----- INFORMATION SHOWN -----

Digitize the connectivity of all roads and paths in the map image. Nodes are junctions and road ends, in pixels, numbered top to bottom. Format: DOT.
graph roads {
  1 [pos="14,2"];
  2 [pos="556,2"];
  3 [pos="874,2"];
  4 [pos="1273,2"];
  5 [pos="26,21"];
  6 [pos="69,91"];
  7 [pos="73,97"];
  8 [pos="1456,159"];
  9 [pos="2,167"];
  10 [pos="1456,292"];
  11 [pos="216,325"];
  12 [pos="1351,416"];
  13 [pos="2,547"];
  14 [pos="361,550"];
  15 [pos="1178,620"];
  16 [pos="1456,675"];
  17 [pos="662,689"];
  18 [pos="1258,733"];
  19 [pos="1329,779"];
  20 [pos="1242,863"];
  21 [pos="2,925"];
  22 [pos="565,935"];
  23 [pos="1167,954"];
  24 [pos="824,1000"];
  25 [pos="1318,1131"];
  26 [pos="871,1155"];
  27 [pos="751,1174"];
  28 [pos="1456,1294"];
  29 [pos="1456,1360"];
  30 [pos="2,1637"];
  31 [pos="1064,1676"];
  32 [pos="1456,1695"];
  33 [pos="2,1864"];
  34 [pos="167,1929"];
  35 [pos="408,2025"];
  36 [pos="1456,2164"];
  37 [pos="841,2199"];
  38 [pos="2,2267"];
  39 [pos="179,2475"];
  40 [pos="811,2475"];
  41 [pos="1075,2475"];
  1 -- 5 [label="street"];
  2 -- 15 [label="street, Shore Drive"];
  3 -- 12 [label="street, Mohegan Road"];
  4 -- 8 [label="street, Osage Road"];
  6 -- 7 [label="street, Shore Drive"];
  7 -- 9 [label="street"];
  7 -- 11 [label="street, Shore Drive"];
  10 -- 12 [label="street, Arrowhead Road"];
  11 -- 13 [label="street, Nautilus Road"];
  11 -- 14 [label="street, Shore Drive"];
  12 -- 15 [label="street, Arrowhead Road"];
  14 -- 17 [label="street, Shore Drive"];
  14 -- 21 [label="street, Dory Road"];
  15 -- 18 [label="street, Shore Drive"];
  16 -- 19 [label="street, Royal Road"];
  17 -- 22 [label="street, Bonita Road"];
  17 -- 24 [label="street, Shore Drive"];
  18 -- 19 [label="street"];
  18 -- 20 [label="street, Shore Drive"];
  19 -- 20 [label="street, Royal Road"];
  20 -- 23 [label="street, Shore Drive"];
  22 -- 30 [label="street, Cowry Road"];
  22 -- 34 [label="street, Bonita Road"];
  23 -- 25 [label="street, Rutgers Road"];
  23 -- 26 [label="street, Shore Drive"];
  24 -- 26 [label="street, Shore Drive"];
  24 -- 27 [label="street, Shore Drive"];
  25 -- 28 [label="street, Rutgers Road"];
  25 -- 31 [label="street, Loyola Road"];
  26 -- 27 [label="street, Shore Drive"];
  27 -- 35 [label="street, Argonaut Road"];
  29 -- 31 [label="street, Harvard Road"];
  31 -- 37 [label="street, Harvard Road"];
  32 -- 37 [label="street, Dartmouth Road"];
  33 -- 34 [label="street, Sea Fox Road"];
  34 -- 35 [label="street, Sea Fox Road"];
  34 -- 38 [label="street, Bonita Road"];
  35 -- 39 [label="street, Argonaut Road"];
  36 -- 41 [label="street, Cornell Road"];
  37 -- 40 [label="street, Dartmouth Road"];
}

-----

An exact reproduction of all the entries above is required.

**RESPONSE BELOW**
Digitize the connectivity of all roads and paths in the map image. Nodes are junctions and road ends, in pixels, numbered top to bottom. Format: DOT.
graph roads {
  1 [pos="14,2"];
  2 [pos="556,2"];
  3 [pos="874,2"];
  4 [pos="1273,2"];
  5 [pos="26,21"];
  6 [pos="69,91"];
  7 [pos="73,97"];
  8 [pos="1456,159"];
  9 [pos="2,167"];
  10 [pos="1456,292"];
  11 [pos="216,325"];
  12 [pos="1351,416"];
  13 [pos="2,547"];
  14 [pos="361,550"];
  15 [pos="1178,620"];
  16 [pos="1456,675"];
  17 [pos="662,689"];
  18 [pos="1258,733"];
  19 [pos="1329,779"];
  20 [pos="1242,863"];
  21 [pos="2,925"];
  22 [pos="565,935"];
  23 [pos="1167,954"];
  24 [pos="824,1000"];
  25 [pos="1318,1131"];
  26 [pos="871,1155"];
  27 [pos="751,1174"];
  28 [pos="1456,1294"];
  29 [pos="1456,1360"];
  30 [pos="2,1637"];
  31 [pos="1064,1676"];
  32 [pos="1456,1695"];
  33 [pos="2,1864"];
  34 [pos="167,1929"];
  35 [pos="408,2025"];
  36 [pos="1456,2164"];
  37 [pos="841,2199"];
  38 [pos="2,2267"];
  39 [pos="179,2475"];
  40 [pos="811,2475"];
  41 [pos="1075,2475"];
  1 -- 5 [label="street"];
  2 -- 15 [label="street, Shore Drive"];
  3 -- 12 [label="street, Mohegan Road"];
  4 -- 8 [label="street, Osage Road"];
  6 -- 7 [label="street, Shore Drive"];
  7 -- 9 [label="street"];
  7 -- 11 [label="street, Shore Drive"];
  10 -- 12 [label="street, Arrowhead Road"];
  11 -- 13 [label="street, Nautilus Road"];
  11 -- 14 [label="street, Shore Drive"];
  12 -- 15 [label="street, Arrowhead Road"];
  14 -- 17 [label="street, Shore Drive"];
  14 -- 21 [label="street, Dory Road"];
  15 -- 18 [label="street, Shore Drive"];
  16 -- 19 [label="street, Royal Road"];
  17 -- 22 [label="street, Bonita Road"];
  17 -- 24 [label="street, Shore Drive"];
  18 -- 19 [label="street"];
  18 -- 20 [label="street, Shore Drive"];
  19 -- 20 [label="street, Royal Road"];
  20 -- 23 [label="street, Shore Drive"];
  22 -- 30 [label="street, Cowry Road"];
  22 -- 34 [label="street, Bonita Road"];
  23 -- 25 [label="street, Rutgers Road"];
  23 -- 26 [label="street, Shore Drive"];
  24 -- 26 [label="street, Shore Drive"];
  24 -- 27 [label="street, Shore Drive"];
  25 -- 28 [label="street, Rutgers Road"];
  25 -- 31 [label="street, Loyola Road"];
  26 -- 27 [label="street, Shore Drive"];
  27 -- 35 [label="street, Argonaut Road"];
  29 -- 31 [label="street, Harvard Road"];
  31 -- 37 [label="street, Harvard Road"];
  32 -- 37 [label="street, Dartmouth Road"];
  33 -- 34 [label="street, Sea Fox Road"];
  34 -- 35 [label="street, Sea Fox Road"];
  34 -- 38 [label="street, Bonita Road"];
  35 -- 39 [label="street, Argonaut Road"];
  36 -- 41 [label="street, Cornell Road"];
  37 -- 40 [label="street, Dartmouth Road"];
}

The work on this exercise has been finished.